GCVSPL

From Software Product Documentation
Jump to navigation Jump to search
Language:  English  • français • italiano • português • español 

GCVSPL was implemented based on the following article:


H.J. Woltring (1986), A FORTRAN package for generalized, cross-validatory spline smoothing and differentiation.

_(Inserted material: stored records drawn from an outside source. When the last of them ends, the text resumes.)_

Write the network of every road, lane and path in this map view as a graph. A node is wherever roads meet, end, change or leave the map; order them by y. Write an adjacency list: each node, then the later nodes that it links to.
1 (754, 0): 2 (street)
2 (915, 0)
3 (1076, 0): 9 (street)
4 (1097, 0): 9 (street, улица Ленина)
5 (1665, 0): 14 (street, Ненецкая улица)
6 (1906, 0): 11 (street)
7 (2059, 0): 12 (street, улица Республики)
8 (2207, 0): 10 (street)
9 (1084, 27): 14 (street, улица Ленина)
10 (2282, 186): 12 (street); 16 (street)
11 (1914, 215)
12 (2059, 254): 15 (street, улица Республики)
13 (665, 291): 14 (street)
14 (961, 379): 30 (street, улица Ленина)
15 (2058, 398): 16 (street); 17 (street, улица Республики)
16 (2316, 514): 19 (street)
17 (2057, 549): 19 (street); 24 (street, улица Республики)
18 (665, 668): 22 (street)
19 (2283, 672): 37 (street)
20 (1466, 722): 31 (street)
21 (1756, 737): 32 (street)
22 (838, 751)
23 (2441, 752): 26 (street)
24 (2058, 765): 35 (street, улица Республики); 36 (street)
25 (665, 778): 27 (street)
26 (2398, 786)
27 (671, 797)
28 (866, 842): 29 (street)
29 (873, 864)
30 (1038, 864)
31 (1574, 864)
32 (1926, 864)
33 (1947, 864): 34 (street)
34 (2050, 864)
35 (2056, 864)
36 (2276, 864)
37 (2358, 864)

Advances in Engineering Software 8(2):104-113 (U.K.).


The command is used like all other filter commands in Visual3D.

For example, to filter all TARGET signals in the ACTIVE FILES.

GCVSPL
/SIGNAL_TYPES=TARGET
! /SIGNAL_NAMES=
! /SIGNAL_FOLDER=ORIGINAL
! /SIGNAL_COMPONENTS=
! /RESULT_FOLDER=PROCESSED
! /EVENT_SEQUENCE=
! /EXCLUDE_EVENTS=
! /NUM_SPLINE_ORDER=2
! /ERROR_VARIANCE=0.01
! /OPTIMIZATION_MODE=3
! /DERIVATIVE_ORDER=0
! /MAX_GAP=0
! /FILL_GAPS=FALSE
;

Num_Spline_Order

1 = linear
2 = cubic
3 = quintic
4 = heptic splines.

Error_Variance

0 = an interpolating spline is calculated.
<0 & Optimization Mode= 2 the smoothing parameter is determined by minimizing the Generalized Cross-Validation function
>0 & Optimization Mode= 1 the smoothing parameter is specified by the variance
>0 & Optimization Mode= 3 the smoothing parameter is determined so as to minimize an estimate of the true mean squared error, which depends on the variance.

Woltring's optimization mode= 4 has not been implemented.

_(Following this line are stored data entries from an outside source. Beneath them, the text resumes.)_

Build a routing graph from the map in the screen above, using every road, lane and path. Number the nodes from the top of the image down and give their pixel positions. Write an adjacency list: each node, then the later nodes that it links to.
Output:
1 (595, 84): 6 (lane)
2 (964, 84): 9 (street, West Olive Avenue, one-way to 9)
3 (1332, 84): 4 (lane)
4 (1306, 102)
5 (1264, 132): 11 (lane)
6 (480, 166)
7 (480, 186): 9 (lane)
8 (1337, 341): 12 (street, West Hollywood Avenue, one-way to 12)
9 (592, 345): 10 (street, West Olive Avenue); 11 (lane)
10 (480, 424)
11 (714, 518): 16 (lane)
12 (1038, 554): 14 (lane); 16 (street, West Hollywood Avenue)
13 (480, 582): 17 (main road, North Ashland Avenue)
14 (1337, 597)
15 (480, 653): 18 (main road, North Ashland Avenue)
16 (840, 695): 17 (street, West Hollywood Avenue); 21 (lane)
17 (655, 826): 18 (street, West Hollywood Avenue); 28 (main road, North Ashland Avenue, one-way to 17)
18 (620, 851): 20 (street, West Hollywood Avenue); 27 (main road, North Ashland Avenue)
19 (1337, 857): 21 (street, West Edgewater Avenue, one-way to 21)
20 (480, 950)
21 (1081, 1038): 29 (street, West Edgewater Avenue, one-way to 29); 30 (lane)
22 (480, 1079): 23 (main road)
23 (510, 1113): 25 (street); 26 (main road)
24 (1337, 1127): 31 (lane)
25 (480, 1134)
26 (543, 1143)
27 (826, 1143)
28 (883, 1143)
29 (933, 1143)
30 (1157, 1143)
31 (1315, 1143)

The default value of the error variance is 0.01

This default value was set many years ago and in retrospect was not the ideal choice. In order to maintain backwards compatibility, we cannot modify the default.

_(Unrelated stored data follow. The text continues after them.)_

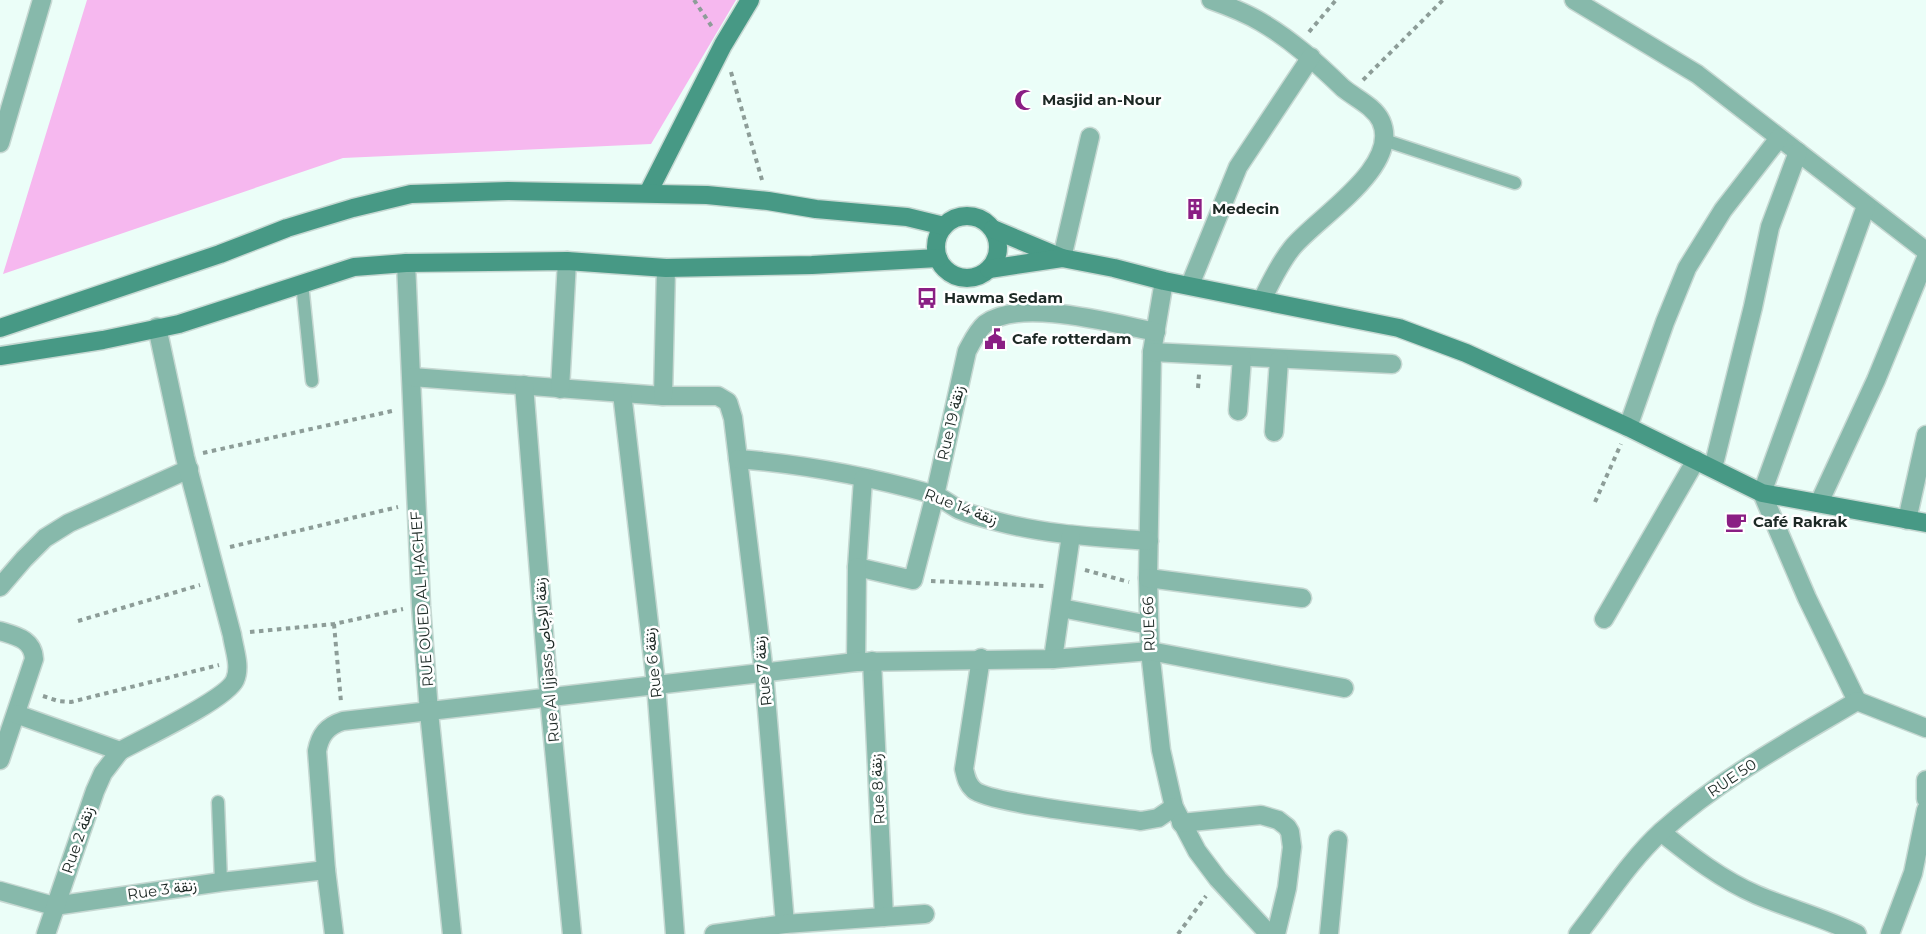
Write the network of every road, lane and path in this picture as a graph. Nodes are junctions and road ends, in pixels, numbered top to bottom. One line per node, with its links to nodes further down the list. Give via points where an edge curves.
1 (694, 0): 8 (path)
2 (750, 0): 8 (street)
3 (1211, 0): 9 (street, via 1260,21)
4 (1336, 0): 9 (path)
5 (1443, 0): 10 (path)
6 (1574, 0): 12 (street, via 1696,74)
7 (39, 3): 14 (street)
8 (723, 45): 17 (street); 18 (path)
9 (1304, 52): 10 (street); 32 (street, via 1238,167)
10 (1350, 94): 13 (street, via 1377,114)
11 (1090, 136): 24 (street)
12 (1779, 138): 15 (street); 50 (street, via 1723,210 1687,268)
13 (1384, 140): 16 (lane); 33 (street, via 1377,161 1365,178 1292,248)
14 (0, 143)
15 (1798, 152): 19 (street); 56 (street, via 1770,227)
16 (1515, 183)
17 (648, 194): 18 (street); 35 (street, via 508,191 429,193 384,199 287,228)
18 (768, 201): 20 (street, via 907,217)
19 (1866, 206): 22 (street); 58 (street)
20 (944, 226): 21 (street, via 969,215 987,222); 23 (street, via 936,241)
21 (993, 229): 24 (street); 29 (street, via 999,245)
22 (1926, 251)
23 (938, 258): 28 (street); 29 (street, via 951,274 961,278 981,275)
24 (1062, 258): 29 (street); 30 (street)
25 (1926, 258): 62 (street, via 1876,380)
26 (567, 261): 27 (street); 28 (street); 45 (street)
27 (405, 263): 31 (street, via 354,267); 42 (street, RUE OUED AL HACHEF)
28 (666, 268): 47 (street)
29 (989, 269)
30 (1164, 281): 32 (street); 36 (street, RUE 66)
31 (302, 283): 34 (street, via 179,324); 43 (lane)
32 (1190, 285): 33 (street)
33 (1262, 300): 50 (street, via 1399,328 1466,353)
34 (157, 327): 38 (street); 55 (street)
35 (0, 328)
36 (1156, 332): 37 (street, RUE 66); 59 (street, Rue 19 زنقة, via 1049,313 1002,316 985,325 968,351)
37 (1152, 352): 39 (street); 66 (street, RUE 66)
38 (0, 356)
39 (1242, 358): 40 (street); 49 (street)
40 (1279, 360): 41 (street); 51 (street)
41 (1392, 364)
42 (412, 377): 44 (street); 48 (street, RUE OUED AL HACHEF)
43 (312, 381)
44 (524, 385): 45 (street); 93 (street, Rue Al Ijjass زنقة الإجاص)
45 (560, 389): 46 (street)
46 (622, 393): 47 (street); 90 (street, Rue 6 زنقة)
47 (663, 396): 53 (street, Rue 7 زنقة, via 720,397 728,402)
48 (413, 406): 55 (path); 60 (street, RUE OUED AL HACHEF)
49 (1238, 411)
50 (1629, 427): 54 (street); 61 (path)
51 (1274, 432)
52 (1926, 435): 63 (street)
53 (738, 459): 57 (street, Rue 14 زنقة); 89 (street, Rue 7 زنقة)
54 (1696, 460): 56 (street); 78 (street)
55 (187, 463): 67 (street); 73 (street, via 45,538)
56 (1713, 468): 58 (street)
57 (862, 479): 59 (street, Rue 14 زنقة); 69 (street, Rue 8 زنقة)
58 (1762, 493): 62 (street); 94 (street, via 1806,598)
59 (935, 495): 65 (street, Rue 14 زنقة, via 961,510 999,522); 71 (street, Rue 19 زنقة)
60 (416, 502): 67 (path); 76 (street, RUE OUED AL HACHEF)
61 (1595, 502)
62 (1819, 503): 63 (street)
63 (1907, 520): 64 (street)
64 (1926, 523)
65 (1071, 535): 66 (street, Rue 14 زنقة); 68 (street)
66 (1149, 542): 72 (street, RUE 66)
67 (211, 552): 70 (street)
68 (1067, 564): 72 (path); 74 (street)
69 (857, 567): 71 (street); 88 (street, Rue 8 زنقة, via 856,623)
70 (218, 579): 79 (path); 83 (street)
71 (913, 580): 74 (path)
72 (1148, 583): 75 (street); 81 (street, RUE 66)
73 (0, 587)
74 (1064, 587): 77 (street)
75 (1302, 598)
76 (421, 606): 80 (path); 95 (street, RUE OUED AL HACHEF)
77 (1061, 608): 81 (street); 86 (street)
78 (1604, 620)
79 (78, 621)
80 (334, 624): 83 (path); 97 (path)
81 (1149, 626): 84 (street, RUE 66)
82 (0, 631): 91 (street, via 18,636 31,646 34,659)
83 (232, 634): 87 (street)
84 (1150, 651): 86 (street); 92 (street); 105 (street, RUE 66, via 1161,750)
85 (981, 658): 86 (street); 88 (street); 105 (street, via 964,769 974,790 1000,799 1141,821)
86 (1053, 659)
87 (237, 660): 91 (path, via 71,702 51,699); 99 (street, via 236,678 227,690)
88 (864, 661): 89 (street); 114 (street, Rue 8 زنقة)
89 (764, 673): 90 (street); 115 (street, Rue 7 زنقة)
90 (656, 684): 93 (street); 120 (street, Rue 6 زنقة)
91 (24, 687): 96 (street)
92 (1344, 688)
93 (549, 697): 95 (street); 119 (street, Rue Al Ijjass زنقة الإجاص)
94 (1857, 701): 98 (street); 106 (street, RUE 50, via 1715,788)
95 (429, 712): 97 (street); 118 (street, RUE OUED AL HACHEF)
96 (16, 714): 99 (street); 100 (street)
97 (343, 721): 108 (street, via 326,730 317,751)
98 (1926, 728)
99 (120, 751): 112 (street, Rue 2 زنقة, via 99,781)
100 (0, 760)
101 (1926, 780): 102 (street)
102 (1926, 799)
103 (218, 802): 110 (lane)
104 (1926, 810): 128 (street, via 1912,873)
105 (1178, 815): 109 (street, RUE 66); 124 (street, via 1207,821 1261,814 1287,827 1292,847 1283,914)
106 (1661, 832): 126 (street, RUE 50); 127 (street, via 1699,862 1755,894)
107 (1338, 840): 125 (street)
108 (326, 870): 110 (street, Rue 3 زنقة); 117 (street)
109 (1218, 879): 122 (path); 123 (street, RUE 66)
110 (221, 882): 112 (street, Rue 3 زنقة)
111 (0, 891): 112 (street, Rue 3 زنقة)
112 (54, 906): 116 (street, Rue 2 زنقة)
113 (925, 914): 114 (street)
114 (884, 917): 115 (street)
115 (785, 924): 121 (street)
116 (46, 934)
117 (334, 934)
118 (452, 934)
119 (572, 934)
120 (675, 934)
121 (714, 934)
122 (1178, 934)
123 (1269, 934)
124 (1276, 934)
125 (1329, 934)
126 (1578, 934)
127 (1857, 934)
128 (1890, 934)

The recommended value of the error variance is 0.0001 m^2

Cutoff Frequency

The relationship between the variance and the cutoff frequency was declared here:

[[1] and further described here:
From Biomch-L


First account for a pass butterworth filter (e.g. a fourth order butterworth filter)
Modified_cut_off_freq= cut_off_freq / 0.802
Variance = sampling_freq/(2*PI*Modified_cut_off_freq)^(2*order)

Cutoff Frequency Test

Create a SIN wave
Filter the SIN wave with a cutoff frequency equal to the SIN wave frequency
The resulting signal should have a magnitude (1/sqrt(2)) times the original magnitude.
And should yield the same result as a LOWPASS filter with a 12 Hz cutoff
An example test script in Visual3D
! create a 12 Hz SIN wave at the ANALOG frequency of the file opened in the Visual3D workspace.
Set_Pipeline_Parameter_From_Expression
/PARAMETER_NAME=CUTOFF
/EXPRESSION= 12/0.802
/AS_INTEGER=FALSE
;
Set_Pipeline_Parameter_From_Expression
/PARAMETER_NAME=VARIANCE
/EXPRESSION=PARAMETERS::ANALOG::RATE/(2*pi()*&::CUTOFF&)^4
/AS_INTEGER=FALSE
;
Evaluate_Expression
/EXPRESSION=SIN(2*PI()*12*FRAME_NUMBERS::ORIGINAL::ANALOGTIME)
! /SIGNAL_TYPES=
! /SIGNAL_FOLDER=ORIGINAL
! /SIGNAL_NAMES=
/RESULT_TYPES=DERIVED
/RESULT_FOLDERS=PROCESSED
/RESULT_NAME=SCOTT
! /APPLY_AS_SUFFIX_TO_SIGNAL_NAME=FALSE
;
GCVSPL
/SIGNAL_TYPES=DERIVED
/SIGNAL_FOLDER=PROCESSED
/SIGNAL_NAMES=SCOTT
! /SIGNAL_COMPONENTS=
/RESULT_FOLDERS=FILTERED
! /EVENT_SEQUENCE=
! /EXCLUDE_EVENTS=
! /NUM_SPLINE_ORDER=2
/ERROR_VARIANCE=::VARIANCE
! /OPTIMIZATION_MODE=1
! /DERIVATIVE_ORDER=0
! /MAX_GAP=0
! /FILL_GAPS=FALSE
;
Lowpass_Filter
/SIGNAL_TYPES=DERIVED
/SIGNAL_FOLDER=PROCESSED
/SIGNAL_NAMES=SCOTT
/RESULT_FOLDER=LOWPASS
! /RESULT_SUFFIX=
! /FILTER_CLASS=BUTTERWORTH
/FREQUENCY_CUTOFF=12
/NUM_REFLECTED=0
! /NUM_EXTRAPOLATED=0
/TOTAL_BUFFER_SIZE=0
! /NUM_BIDIRECTIONAL_PASSES=1
;

ISB Information

The ISB website contains the following information on the algorithm


For large datasets (N >> 0) and negligible boundary artefacts, the behaviour of a natural spline approximates that of a periodic spline. For the latter case, the frequency characteristic in the equidistantly sampled, uniformly weighted case is that of a double, phase-symmetric Butterworth filter, with transfer function H(w) = [1 + (w/wo)^2M]^-1, where w is the frequency, wo = (p*T)^(-0.5/M) the filter's cut-off frequency, p the smoothing parameter, T the sampling interval, and 2M the order of the spline. If T is expressed in seconds, the frequen- cies are expressed in radians/second.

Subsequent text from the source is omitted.